Hi there, I was broadsided in a car accident in July 2010. I slammed on the brakes to avoid but he hit me in the front third of my car hard enough to push me up onto the curb and total the car. I had xrays in the ER, chiropractic and limited additional medical care (ER) due to not having health insurance. Neck pain got so bad recently after attempting to resume normal daily activities (close to 2 years post-accident) that I saw a nerologist on lien against the insurance settlement.
MRI results: There is straightening of normal lordotic curvature. There are no fractures, subluxations or destructive changes. Bone marrow within visualized bony structures demonstrates relatively normal signal intensities.
There are no abnormalities at the cervicocranial junction. Cervical cord does not show any focal enlargements or focal areas of abnormal signal intensity.
C2-C3:There is no indication of posterior disc protrusion. There is no evidence of central or foraminal stenosis.
C3-C4: same as C2-C3
C4-C5: There is a moderately significant degree of central stenosis secondary to combination of short AP diameter of the spinal canal and 3mm broad-based posterior disc protrusion causing pressure over the anterior aspect of the thecal sac and pressure over the anterior aspect of the cervical cord.
C5-C6:the same as C4-C5, with the addition of mild to moderate narrowing of both neural foramina.
C6-C7: There is a mild degree of central stenosis secondary to combination of short AP diameter of the spinal canal and 2mm broad-based posterior disc protrusion causing pressure over the anterior aspect of the thecal sac.
Symptoms include shoulder pain, neck pain and stiffness with fierce headaches that start at the back of my head and work their way around and above ear, pain radiating to mid-upper right arm often, and frequently forearm pain just below the right elbow (flares with attempts to straighten arm), and electric shock like sensations across top of hand and down middle finger, also experience mid-upper left arm pain but not both sides at the same time. The arm pain is not constant, neck/shoulder pain to some degree is constant. Based on MRI results neuro said I needed surgery, that I risk paralysis if injured in that area again. After EMG/NCS was negative (his words "not that bad", my pain was level was low that day), he dialed it back to probably won't need surgery but definitely get epidural injections, which are scheduled to start later this month. I am confused, as my insurance case is pending and I am on the hook for $5000 per injection. Is it possible to have nerve problems with a normal EMG? I am in pain most of the time, with fairly regular flares that put me down for a few days. I am hoping the injections help but at the same time I don't want to commit to the expense if they aren't going to help me. Any input would be greatly appreciated! Thanks
I would say that your MRI is rather ambiguous as far as needing surgery goes. One thing I would bring to your attention is the "secondary to.... short AP diameter". What he's saying is that your spinal canal is abnormally small from front to back. This is likely caused by short pedicles, which are the bony connections between the vertebrae and the lamina. If you find an illustration of pedicles, you can see that if they are too short, then the spinal canal will be narrow, as will the foraminal openings. This is a condition called "hereditary spinal stenosis", which I also have. The important takeaway here is that having an abnormally narrow canal, and probably also abnormally narrow foramina, means that when things go wrong (or just gradually deteriorate over time), you have less leeway in your canal and/or foramina, and the spinal cord or the spinal nerves will be more readily affected.
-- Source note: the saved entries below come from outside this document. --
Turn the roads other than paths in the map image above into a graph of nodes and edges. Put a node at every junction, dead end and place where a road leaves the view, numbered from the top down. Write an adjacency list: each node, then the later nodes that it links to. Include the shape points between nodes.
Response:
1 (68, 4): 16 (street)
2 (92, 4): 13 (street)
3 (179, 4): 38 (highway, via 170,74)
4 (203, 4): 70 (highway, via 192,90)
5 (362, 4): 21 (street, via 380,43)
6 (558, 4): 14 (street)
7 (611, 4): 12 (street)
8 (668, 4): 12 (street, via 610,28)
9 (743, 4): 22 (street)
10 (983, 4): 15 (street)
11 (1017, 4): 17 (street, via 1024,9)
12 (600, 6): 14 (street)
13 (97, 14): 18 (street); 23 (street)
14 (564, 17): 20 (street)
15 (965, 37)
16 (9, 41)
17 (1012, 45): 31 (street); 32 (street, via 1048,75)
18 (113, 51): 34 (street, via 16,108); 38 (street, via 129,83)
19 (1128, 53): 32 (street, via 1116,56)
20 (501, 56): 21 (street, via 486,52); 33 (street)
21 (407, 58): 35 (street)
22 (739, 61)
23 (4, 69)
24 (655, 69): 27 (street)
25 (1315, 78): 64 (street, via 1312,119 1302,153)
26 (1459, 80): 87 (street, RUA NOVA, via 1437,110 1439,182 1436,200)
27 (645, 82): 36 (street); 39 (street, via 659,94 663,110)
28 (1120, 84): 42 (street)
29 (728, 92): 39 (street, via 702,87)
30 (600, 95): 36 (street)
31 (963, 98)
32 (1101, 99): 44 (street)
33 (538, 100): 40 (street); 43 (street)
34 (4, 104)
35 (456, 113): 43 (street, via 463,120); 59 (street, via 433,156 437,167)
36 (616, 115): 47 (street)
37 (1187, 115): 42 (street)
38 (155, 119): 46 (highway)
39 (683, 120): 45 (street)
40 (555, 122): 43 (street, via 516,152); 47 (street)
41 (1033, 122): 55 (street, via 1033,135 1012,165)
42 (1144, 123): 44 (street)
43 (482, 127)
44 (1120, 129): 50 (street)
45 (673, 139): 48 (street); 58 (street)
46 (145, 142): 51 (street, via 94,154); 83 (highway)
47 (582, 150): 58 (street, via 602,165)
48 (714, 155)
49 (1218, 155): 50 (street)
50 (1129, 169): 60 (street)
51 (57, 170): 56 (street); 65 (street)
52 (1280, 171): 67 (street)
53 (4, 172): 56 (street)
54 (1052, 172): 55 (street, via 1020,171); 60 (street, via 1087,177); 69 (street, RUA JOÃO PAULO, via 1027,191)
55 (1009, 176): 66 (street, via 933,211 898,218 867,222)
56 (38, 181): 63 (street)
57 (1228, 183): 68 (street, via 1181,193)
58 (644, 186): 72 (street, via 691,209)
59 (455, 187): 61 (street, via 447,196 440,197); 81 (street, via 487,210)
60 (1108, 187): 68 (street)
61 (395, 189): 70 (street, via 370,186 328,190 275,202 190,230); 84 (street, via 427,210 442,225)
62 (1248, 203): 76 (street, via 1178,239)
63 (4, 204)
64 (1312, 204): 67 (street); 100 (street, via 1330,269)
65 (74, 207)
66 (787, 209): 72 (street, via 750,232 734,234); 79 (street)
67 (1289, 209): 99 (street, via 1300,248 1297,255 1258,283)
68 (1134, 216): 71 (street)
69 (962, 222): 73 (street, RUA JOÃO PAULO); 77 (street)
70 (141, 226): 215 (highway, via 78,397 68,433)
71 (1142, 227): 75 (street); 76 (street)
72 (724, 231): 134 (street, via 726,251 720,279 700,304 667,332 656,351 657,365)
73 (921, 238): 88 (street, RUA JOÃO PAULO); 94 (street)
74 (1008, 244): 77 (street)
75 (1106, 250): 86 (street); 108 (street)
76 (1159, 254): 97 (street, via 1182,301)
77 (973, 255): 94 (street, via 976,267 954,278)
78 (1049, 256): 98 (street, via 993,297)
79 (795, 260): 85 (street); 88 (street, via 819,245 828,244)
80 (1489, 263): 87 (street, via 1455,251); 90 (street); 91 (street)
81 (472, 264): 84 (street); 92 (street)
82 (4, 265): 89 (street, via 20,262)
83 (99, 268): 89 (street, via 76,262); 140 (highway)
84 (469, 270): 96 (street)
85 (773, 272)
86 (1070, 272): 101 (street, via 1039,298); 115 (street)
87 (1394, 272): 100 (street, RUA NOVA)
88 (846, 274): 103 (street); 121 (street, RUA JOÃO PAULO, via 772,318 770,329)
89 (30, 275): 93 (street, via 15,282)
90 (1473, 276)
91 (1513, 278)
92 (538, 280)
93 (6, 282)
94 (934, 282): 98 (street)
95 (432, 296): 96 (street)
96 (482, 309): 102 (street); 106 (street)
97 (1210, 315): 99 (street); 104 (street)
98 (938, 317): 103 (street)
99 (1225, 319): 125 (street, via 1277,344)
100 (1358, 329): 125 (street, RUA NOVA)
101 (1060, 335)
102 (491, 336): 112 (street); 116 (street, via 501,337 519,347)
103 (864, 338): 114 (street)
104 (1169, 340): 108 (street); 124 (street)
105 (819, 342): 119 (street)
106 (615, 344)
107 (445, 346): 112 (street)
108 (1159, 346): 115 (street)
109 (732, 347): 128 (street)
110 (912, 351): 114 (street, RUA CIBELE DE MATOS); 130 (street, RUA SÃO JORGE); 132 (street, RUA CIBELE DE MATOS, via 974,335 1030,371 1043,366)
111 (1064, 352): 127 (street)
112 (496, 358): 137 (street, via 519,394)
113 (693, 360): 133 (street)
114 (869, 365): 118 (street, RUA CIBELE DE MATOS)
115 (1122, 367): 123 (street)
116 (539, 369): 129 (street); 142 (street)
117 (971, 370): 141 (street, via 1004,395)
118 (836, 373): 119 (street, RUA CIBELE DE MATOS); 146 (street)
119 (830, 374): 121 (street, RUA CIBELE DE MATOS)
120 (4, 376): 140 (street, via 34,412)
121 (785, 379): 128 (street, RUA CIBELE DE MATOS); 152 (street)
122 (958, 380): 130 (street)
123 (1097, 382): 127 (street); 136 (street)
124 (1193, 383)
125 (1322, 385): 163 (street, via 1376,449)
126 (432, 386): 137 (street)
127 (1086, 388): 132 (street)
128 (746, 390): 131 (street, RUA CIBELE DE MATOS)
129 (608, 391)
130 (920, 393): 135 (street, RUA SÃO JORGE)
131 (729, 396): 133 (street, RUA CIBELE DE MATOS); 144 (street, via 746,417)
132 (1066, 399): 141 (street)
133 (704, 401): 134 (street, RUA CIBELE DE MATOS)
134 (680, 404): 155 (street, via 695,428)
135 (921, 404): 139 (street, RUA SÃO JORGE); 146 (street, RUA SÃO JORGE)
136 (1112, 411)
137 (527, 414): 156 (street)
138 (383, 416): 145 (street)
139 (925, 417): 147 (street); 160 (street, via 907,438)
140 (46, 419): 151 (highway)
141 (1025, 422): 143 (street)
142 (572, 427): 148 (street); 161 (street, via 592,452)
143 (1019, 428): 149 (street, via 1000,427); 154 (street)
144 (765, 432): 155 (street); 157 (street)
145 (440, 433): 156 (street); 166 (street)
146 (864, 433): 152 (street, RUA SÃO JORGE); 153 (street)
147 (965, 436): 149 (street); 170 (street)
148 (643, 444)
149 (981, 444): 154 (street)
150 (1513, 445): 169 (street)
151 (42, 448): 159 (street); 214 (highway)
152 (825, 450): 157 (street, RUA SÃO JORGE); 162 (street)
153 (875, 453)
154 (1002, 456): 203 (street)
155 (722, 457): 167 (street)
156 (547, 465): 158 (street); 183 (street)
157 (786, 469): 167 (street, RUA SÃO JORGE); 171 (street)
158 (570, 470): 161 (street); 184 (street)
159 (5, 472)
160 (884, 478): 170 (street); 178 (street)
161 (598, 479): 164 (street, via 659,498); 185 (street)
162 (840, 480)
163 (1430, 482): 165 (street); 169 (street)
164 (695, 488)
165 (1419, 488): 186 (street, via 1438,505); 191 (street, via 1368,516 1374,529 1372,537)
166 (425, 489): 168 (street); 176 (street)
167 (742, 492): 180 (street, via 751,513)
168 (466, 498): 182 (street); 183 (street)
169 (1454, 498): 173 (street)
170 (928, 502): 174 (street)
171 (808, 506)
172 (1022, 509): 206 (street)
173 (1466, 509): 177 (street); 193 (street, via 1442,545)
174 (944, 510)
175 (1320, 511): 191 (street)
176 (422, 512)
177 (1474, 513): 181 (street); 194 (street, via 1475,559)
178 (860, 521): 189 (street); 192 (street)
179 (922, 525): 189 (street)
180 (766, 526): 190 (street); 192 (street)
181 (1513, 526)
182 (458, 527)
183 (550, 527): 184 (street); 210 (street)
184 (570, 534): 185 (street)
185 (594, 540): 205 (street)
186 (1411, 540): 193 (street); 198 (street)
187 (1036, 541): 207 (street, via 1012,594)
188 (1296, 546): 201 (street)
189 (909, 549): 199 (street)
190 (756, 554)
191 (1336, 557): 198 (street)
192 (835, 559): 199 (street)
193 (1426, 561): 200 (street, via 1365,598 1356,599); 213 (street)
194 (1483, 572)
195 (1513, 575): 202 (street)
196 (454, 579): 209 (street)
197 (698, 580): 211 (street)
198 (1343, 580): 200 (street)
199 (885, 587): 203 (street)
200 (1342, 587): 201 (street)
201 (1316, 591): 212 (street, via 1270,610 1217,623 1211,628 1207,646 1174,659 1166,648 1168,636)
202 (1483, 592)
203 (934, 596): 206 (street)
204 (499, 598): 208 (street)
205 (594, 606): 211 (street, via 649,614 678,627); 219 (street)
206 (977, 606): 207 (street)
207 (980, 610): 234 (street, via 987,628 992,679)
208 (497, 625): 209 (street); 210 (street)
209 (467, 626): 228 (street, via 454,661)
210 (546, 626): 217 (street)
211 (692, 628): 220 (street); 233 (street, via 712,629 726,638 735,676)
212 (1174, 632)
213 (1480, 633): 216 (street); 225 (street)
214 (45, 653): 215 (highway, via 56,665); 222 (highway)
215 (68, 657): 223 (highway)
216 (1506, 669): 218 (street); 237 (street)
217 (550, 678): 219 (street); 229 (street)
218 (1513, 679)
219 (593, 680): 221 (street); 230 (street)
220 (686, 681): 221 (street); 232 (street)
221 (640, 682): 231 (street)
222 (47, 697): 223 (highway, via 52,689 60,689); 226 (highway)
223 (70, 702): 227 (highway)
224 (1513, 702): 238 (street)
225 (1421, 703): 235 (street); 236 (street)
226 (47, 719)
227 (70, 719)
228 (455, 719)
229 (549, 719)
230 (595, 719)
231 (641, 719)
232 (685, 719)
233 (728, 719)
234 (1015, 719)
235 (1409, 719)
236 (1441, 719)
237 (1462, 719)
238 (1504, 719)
In your case, the disk protrusions are pressing into the canal (which is lined by the thecal sac), and your lack of leeway means they are also at least slightly pressing on the spinal cord. What's uncertain is how much effect this will have symptomatically. Spinal cords can be deeply indented or compressed with few or no symptoms, or they can be only slightly compressed with multiple symptoms.
The shock going down into your right middle finger would seem to point to a problem with the C7 nerve, which passes through the C6-7 foramen. That does not necessarily mean the problem is in the foramen (the radiologist does not mention any problem there), as the nerve also could be pinched in the shoulder or elbow.
I'm afraid that, from what I've read, everything is kind of up in the air. I couldn't say for sure that spinal problems are to blame, and I couldn't say that they aren't. I would GUESS that your MRI images look at least a little worse than the radiologist's report makes it seem, or the surgeon would not start out by saying you need surgery.
Still, some of your pain could be due to strained muscles, which can be very painful and also last a long time.
If you can, I'd suggest your get more opinions. You could send your MRI to a different radiologist. You could also see another spinal surgeon or neurologist. That might clarify things.
What you describe here is called chronic neck pain. When pain persists more than 6 months it's called chronic and it never goes away. In fact, it get worst as years go and will have Osteoarthritis of your neck in the future.
It looks like your tendons, ligaments and muscles got damaged and once they get damage there is nothing to do about it----it's called soft tissue damage.
ONe last thing, never ever go to a chiropractor. THey will destroy your neck. They can cause bulging and herniated disks. So why going to them?
They can tell you they will fix your neck....But they cannot fix it.
Neck surgery cannot fix damaged tendons, ligaments and muscles. so the pain will be with you forever. I have the same problem.